①Aシリーズ https://www.youtube.com/watch?v=_znm-58RDzk
②Bシリーズ https://www.youtube.com/watch?v=_INFTLutYfg
③Cシリーズ https://www.youtube.com/watch?v=9y7kmaTfHDg
④Dシリーズ https://www.youtube.com/watch?v=Q2b6SMRYPP4
⑤Eシリーズ https://www.youtube.com/watch?v=LGE2L12N-FA
⑥Fシリーズ https://www.youtube.com/watch?v=PDhMLvfzK9w
⑦Gシリーズ https://www.youtube.com/watch?v=oUibzLZz0I0
⑧Hシリーズ https://www.youtube.com/watch?v=iYDEhuBm5_g
 この動きを全て体得できれば相当強くなれるはずである。そして、「ラバーガード」はF3しか入っていない。誰でも練習出来るように「ラバーガード」はあえてベーシックドリルから外しているモノと思われる。
 現に「10thプラネット柔術」の支部対抗戦を見ても「ラバーガード」を使っている人はほとんどいない(注4)。
 技術の発展という点を見ても、「10thプラネット柔術」は卓越している。A~Hシリーズで覚えた基礎にエディ自身も予想すらしていなかったような応用技を会員達が次々と編み出している事も10thの特徴として挙げていいだろう。
 その例として、「フライトラップ」と「デッドオーチャード」を挙げておく。
①https://www.youtube.com/watch?v=5tpXjlbnZg4 (フライトラップ)
②https://www.youtube.com/watch?v=akuCARvqbR0 (デッドオーチャード)
 「デッドオーチャード」もさらに「メキシカン・デッドオーチャード」に進化している。
 https://www.youtube.com/watch?v=kMb2aKS7E8w
 「ストンプ」が「スーパーストンプ」になり、「ウルトラストンプ」へと発展していったように、他のテクニックもどんどん進化・改良されている。
 私個人としては必ずしもテクニックを増やす事が一概に良いとは思っていないが、各人が技を創造する楽しみやガチガチに練習メニューを拘束しないおおらかさがやる側にとっての10thの良さなのだろう。
 10thのテクニックを見ていると、試合に勝つ事に拘らないで、頭を使い身体を使って自由に柔術を楽しもうというエディの指導理念を感じる。自分がやる事はなくても、見ていてワクワクする柔術であることは間違いない。

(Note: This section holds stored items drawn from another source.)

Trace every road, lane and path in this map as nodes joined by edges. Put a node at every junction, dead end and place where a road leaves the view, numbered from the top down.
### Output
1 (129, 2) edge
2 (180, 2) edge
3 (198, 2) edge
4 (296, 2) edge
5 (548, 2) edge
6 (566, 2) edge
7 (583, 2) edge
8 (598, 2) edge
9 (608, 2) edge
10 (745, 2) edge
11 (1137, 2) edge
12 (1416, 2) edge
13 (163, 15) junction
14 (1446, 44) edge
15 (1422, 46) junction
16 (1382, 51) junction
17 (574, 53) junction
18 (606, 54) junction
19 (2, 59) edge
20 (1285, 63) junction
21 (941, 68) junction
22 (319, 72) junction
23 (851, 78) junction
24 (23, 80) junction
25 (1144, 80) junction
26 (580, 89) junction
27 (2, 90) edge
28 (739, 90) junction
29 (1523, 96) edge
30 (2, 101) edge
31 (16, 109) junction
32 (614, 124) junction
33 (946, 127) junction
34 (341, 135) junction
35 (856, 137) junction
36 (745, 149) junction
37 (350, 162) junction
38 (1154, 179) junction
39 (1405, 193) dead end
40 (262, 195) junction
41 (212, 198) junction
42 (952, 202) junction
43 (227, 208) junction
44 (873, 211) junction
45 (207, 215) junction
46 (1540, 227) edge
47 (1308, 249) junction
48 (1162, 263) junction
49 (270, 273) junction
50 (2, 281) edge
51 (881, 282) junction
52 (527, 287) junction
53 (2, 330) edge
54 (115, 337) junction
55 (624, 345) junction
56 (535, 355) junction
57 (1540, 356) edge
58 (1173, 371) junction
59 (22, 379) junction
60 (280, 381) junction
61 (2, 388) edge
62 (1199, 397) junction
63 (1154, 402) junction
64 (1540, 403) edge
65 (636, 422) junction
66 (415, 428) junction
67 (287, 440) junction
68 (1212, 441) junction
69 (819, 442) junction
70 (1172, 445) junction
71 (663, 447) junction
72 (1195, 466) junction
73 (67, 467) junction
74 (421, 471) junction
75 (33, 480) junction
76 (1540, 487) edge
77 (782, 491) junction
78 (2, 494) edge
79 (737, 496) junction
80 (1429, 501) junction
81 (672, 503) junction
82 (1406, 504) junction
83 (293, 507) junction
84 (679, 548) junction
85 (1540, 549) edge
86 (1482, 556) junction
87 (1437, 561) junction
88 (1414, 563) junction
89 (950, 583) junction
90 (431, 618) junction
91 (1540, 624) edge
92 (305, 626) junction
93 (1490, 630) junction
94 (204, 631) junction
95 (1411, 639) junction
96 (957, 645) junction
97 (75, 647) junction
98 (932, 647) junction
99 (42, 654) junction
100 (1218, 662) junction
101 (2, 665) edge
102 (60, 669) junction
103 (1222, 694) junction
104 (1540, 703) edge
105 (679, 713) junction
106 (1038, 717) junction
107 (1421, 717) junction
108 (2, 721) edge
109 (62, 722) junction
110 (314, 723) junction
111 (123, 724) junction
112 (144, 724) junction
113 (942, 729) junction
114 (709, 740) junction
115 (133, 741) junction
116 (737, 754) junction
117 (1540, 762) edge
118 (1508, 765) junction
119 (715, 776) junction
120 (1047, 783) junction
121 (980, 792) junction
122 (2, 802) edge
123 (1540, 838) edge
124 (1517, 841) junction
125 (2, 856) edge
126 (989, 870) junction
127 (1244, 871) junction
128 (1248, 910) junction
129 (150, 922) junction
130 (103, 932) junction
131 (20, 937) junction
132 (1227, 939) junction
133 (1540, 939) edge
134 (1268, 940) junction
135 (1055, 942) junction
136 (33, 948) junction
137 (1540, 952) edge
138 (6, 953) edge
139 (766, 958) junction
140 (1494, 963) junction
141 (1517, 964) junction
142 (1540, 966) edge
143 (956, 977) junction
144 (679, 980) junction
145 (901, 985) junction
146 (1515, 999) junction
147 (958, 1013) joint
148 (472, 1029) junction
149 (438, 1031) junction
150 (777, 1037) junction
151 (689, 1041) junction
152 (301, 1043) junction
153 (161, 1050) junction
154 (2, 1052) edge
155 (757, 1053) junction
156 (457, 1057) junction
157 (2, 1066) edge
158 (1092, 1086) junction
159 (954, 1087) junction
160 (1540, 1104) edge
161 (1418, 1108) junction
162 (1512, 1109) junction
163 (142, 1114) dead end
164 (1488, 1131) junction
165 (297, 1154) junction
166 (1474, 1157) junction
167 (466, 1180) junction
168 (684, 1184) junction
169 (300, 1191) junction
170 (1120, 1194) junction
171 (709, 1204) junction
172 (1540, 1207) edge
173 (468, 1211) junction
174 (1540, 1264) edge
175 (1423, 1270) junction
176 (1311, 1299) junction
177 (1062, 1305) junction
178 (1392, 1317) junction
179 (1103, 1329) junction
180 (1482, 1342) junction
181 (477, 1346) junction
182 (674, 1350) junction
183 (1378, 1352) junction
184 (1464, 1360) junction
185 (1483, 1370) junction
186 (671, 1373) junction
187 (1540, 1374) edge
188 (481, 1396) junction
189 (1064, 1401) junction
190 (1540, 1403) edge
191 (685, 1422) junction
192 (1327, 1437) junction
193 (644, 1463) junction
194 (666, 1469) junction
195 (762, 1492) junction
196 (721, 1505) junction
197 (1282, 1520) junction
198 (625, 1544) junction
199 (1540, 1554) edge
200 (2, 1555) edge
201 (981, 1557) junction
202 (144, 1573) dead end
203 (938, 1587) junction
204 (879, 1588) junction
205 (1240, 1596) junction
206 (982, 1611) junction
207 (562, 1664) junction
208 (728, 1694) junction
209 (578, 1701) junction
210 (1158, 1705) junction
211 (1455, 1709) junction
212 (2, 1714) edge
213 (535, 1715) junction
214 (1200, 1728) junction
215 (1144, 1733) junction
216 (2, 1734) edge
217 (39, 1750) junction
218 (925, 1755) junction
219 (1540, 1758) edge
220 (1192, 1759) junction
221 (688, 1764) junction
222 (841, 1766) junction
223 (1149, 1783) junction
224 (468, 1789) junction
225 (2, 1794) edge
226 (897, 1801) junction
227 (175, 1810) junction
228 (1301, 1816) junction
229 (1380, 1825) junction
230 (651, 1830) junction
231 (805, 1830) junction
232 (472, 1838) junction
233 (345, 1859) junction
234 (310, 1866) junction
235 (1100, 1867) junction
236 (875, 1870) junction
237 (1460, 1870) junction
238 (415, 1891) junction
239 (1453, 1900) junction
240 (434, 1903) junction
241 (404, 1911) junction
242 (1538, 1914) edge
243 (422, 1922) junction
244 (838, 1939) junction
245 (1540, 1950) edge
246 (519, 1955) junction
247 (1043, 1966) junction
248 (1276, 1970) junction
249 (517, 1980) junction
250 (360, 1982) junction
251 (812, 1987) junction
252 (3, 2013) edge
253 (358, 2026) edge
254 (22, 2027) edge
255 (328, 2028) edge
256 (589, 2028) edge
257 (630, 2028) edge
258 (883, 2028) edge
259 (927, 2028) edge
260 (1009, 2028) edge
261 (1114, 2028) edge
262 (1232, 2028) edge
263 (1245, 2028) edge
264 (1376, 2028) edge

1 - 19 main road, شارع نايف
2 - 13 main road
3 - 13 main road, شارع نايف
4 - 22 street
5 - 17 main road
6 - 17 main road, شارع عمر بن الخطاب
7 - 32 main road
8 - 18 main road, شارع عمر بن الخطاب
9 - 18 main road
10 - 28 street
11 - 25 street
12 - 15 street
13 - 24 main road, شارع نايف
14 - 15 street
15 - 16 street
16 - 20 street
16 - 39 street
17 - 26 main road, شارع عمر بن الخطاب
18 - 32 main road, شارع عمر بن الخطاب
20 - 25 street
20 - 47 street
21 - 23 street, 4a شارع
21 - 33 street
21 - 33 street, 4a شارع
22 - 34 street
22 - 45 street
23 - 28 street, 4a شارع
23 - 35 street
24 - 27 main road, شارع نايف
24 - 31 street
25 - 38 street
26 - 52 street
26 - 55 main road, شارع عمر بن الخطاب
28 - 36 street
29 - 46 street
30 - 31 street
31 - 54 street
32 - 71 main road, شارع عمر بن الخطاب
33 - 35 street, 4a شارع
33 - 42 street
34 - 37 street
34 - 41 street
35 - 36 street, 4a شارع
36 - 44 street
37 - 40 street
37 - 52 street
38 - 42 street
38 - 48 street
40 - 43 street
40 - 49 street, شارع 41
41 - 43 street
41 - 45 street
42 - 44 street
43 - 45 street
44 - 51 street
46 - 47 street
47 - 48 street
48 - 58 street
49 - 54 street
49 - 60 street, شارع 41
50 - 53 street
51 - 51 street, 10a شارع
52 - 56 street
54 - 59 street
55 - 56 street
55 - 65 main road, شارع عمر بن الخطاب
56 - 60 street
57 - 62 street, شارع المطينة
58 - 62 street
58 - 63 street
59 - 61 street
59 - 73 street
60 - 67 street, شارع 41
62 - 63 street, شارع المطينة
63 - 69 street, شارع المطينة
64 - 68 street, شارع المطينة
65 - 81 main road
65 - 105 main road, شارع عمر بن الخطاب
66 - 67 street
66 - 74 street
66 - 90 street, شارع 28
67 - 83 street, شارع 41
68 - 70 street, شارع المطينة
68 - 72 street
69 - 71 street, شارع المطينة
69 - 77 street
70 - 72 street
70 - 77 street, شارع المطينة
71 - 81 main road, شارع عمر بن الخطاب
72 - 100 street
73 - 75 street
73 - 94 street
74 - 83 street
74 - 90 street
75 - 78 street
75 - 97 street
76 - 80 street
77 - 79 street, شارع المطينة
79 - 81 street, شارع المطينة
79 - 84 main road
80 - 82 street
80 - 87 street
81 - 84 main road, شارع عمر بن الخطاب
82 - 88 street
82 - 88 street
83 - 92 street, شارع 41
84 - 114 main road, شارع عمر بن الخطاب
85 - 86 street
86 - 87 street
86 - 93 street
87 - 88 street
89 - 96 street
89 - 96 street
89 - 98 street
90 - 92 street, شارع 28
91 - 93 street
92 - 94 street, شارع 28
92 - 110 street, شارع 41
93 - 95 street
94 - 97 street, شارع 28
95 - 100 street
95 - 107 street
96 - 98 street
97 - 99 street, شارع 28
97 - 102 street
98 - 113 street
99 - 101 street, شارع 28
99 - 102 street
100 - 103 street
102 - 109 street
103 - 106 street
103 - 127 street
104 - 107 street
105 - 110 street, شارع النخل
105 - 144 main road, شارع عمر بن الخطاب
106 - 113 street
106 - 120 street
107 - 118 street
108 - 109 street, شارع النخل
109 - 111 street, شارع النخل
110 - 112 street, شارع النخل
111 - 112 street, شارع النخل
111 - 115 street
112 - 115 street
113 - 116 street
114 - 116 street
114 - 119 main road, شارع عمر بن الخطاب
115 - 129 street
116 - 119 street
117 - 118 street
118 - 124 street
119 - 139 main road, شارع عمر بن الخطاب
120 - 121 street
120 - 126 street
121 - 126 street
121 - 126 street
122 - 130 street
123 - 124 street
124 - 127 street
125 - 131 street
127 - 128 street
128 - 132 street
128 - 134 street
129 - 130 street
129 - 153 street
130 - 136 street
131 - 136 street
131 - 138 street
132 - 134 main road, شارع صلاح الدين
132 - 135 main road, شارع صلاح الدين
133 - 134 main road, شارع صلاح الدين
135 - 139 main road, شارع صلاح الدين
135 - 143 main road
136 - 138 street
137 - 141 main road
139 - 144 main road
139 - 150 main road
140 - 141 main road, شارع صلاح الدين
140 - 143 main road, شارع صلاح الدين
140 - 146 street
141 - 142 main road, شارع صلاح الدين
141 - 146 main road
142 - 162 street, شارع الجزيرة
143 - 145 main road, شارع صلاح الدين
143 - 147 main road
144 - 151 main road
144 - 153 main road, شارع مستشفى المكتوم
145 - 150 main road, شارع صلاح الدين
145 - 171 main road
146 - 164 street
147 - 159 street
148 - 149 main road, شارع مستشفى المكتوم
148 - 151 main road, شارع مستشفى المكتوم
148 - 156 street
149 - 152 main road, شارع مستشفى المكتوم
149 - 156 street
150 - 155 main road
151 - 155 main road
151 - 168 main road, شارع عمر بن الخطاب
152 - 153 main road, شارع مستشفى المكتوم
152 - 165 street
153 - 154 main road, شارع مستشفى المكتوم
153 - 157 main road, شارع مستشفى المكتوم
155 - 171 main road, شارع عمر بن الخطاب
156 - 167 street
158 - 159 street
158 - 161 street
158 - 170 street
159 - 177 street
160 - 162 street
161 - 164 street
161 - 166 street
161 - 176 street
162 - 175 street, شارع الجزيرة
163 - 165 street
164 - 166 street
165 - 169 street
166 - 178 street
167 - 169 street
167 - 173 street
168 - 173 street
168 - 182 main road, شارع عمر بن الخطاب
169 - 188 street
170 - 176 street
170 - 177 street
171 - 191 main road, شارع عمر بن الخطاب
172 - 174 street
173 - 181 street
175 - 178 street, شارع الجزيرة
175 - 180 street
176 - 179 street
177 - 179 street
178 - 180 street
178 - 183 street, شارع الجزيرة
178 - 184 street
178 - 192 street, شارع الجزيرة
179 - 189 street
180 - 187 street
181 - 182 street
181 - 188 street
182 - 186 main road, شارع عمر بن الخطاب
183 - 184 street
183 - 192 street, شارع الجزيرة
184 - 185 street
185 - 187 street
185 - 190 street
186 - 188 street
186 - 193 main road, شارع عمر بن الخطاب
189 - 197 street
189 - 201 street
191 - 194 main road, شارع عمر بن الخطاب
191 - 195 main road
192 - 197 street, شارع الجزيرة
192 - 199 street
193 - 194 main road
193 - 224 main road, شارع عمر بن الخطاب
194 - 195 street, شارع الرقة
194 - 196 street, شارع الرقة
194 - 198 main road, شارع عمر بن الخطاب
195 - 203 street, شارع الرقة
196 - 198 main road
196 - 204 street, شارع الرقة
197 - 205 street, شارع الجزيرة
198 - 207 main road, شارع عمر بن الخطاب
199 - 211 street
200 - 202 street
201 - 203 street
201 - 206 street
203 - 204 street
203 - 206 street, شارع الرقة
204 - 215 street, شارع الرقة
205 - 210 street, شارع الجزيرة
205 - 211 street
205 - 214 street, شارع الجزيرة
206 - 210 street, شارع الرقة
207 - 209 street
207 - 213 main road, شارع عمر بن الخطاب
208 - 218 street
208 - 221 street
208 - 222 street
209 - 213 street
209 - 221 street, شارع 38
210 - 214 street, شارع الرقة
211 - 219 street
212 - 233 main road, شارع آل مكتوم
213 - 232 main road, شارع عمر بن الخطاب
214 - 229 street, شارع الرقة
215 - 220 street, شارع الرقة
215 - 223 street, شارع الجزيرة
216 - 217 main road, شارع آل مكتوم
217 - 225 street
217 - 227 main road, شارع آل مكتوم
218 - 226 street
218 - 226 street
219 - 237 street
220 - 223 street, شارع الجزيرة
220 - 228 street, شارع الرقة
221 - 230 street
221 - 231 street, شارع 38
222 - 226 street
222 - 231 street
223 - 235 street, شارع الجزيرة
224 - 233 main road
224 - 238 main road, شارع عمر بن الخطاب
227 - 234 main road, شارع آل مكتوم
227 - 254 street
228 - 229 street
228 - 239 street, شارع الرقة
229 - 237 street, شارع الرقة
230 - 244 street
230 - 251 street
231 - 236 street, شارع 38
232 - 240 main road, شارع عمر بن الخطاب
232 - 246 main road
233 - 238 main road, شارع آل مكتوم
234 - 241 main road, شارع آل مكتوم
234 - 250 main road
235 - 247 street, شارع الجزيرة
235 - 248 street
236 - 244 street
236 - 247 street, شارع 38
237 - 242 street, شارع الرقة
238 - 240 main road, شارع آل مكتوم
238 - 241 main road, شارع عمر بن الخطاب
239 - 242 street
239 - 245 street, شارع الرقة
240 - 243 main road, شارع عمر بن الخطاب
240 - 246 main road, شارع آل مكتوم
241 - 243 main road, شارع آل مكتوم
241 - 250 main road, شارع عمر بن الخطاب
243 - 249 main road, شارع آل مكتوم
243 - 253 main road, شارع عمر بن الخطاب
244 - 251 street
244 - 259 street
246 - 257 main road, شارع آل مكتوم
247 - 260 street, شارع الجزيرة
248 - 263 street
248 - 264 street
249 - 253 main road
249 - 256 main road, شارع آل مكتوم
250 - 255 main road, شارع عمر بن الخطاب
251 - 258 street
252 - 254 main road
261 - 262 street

注3)以下のA~Hまでの動画に解説を付けたのが下の教則である。グレース・ガンドラムの師匠二人の作だが、本文記載の動画で情報としては十分だと思う。


注4)https://www.youtube.com/watch?v=5Teoxwumj54 EBI以外にもこういう場を設けてアマチュア会員にも表現の場を与えるというのは素晴らしいアイデアだと思う。

 「ラバーガード」や「トラック」を始めとする10thのテクニックに興味のある方は次のチャンネルも参考にして欲しい。

①Brandon Mccaghren:https://www.youtube.com/@brandonmcninja 
特にこの中の「1分間柔術」
②Zachary Maslany:https://www.youtube.com/@ZacharyMaslany/videos
注3でも述べたグレース・ガンドラムの師匠の一人である。